Por lo visto con usted hasta de mi especialidad es imposible discutirle. No pierde usted un caso, hombre, contestó el galeno sonriendo. A ver, ¿cuánto le debo por la revista y el periódico? Pero de todas formas, y hablando en serio, esté usted o yo en lo cierto lo que importa es que estamos de acuerdo en una cosa, en que nuestro vecino necesita ayuda, en que necesita una mano o un buen trago de vino para que se olvide de la verdad de momento y recupere un poco de brío, de voluntad. Pues a contrario de lo que se cree, una buena dosis de placer prepara a uno, ayuda a uno a sobreponerse cuando las desgracias nos caen a cántaros inesperadamente, sin sobreaviso y nos desarman, nos dejan a la intemperie y tiritando.
No recuerdo dónde fue que lo leí pero es ahora, años después, cuando me atañe, claro, cuando tiene que ver con mi situación o estado o condición que finalmente entiendo lo que su autor quiso dejar saber cuando nos dice que no es nada bueno cuando se prescriben muchos remedios para curar una enfermedad ya que esto significa que es incurable susodicho malestar. Pero qué se le va a hacer. Así es la vida, como dice una canción que no tuvo mucho auge en su tiempo y que solamente yo reconocería si tal composición llegase a la morgue y se me buscase y preguntase. Pero lo cierto es que hace tiempo que se me hace casi imposible pegar los ojos, dice nuestro anónimo protagonista para sí, nuestro hombre no en La Habana sino en cualquier parte del mundo, sentado a la mesa, tomando té de manzanilla en la sala de estar o no estar, rogando con dedos cruzados para que esta vez llegue el sueño y pueda por lo menos descansar de su carga por unas cuantas horas —privilegio que se le ha negado desde tiempos inmemoriales al rey Sísifo, verbigracia, y a Atlas, el titán. Prueba de que ningún favor es pequeño, de que uno nunca comprende del todo lo mucho que se pide cuando uno pide a otra persona algo supuestamente ínfimo o insignificante. Mas si recuerdo lo de los remedios es porque en las caras de los demás los he visto, es porque he notado que cada uno cree que tiene el remedio que mi persona necesita para salir adelante, para superar mi estado de no ánimo.

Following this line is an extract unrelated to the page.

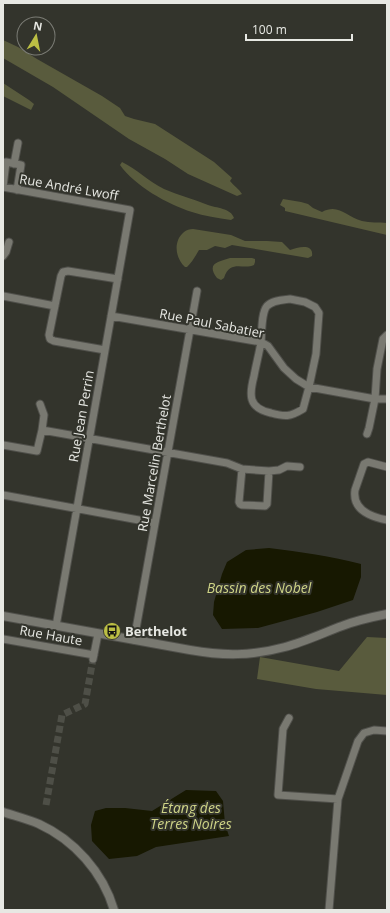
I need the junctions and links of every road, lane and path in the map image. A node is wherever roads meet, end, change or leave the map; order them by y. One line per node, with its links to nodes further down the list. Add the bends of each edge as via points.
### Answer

Bueno, mañana será otro día, se dice el viejo del quiosco, antes de cerrar el libro y apagar la luz, pensando en los hijos que viven en el extranjero, que ahora ya son padres y madres de familias, que le llaman por teléfono de cuando en cuando por deber y por amor y cuando necesitan que se le saque de algún aprieto, —El viejo siempre tiene, para eso es que está allí—, reviviendo el penoso entierro de su compañera, la última vez que tuvo y tendrá ante sí a toda su familia reunida, incluyendo a los nietos que apenas conocía —esos últimos amores del hombre—, que solamente le llamaban ¡Abuelo!, ¡Abuelo! delante de la gente para que luego no les llamasen la atención, y dándole mente al vecino, al hombre de la buhardilla, pidiendo por él aunque de creencia sólo le quedase la costumbre de la persignación y el amén. Pues la verdad era que el viejo lo veía como el hijo descarriado y no pródigo, como el hijo que le daba vergüenza llamar para avisar que necesitaba una mano y que por secuela no llamaba y se las arreglaba de otra forma, al que todo el mundo respetaba y admiraba, no obstante, por tal susodicha razón, por tal procedimiento de su parte.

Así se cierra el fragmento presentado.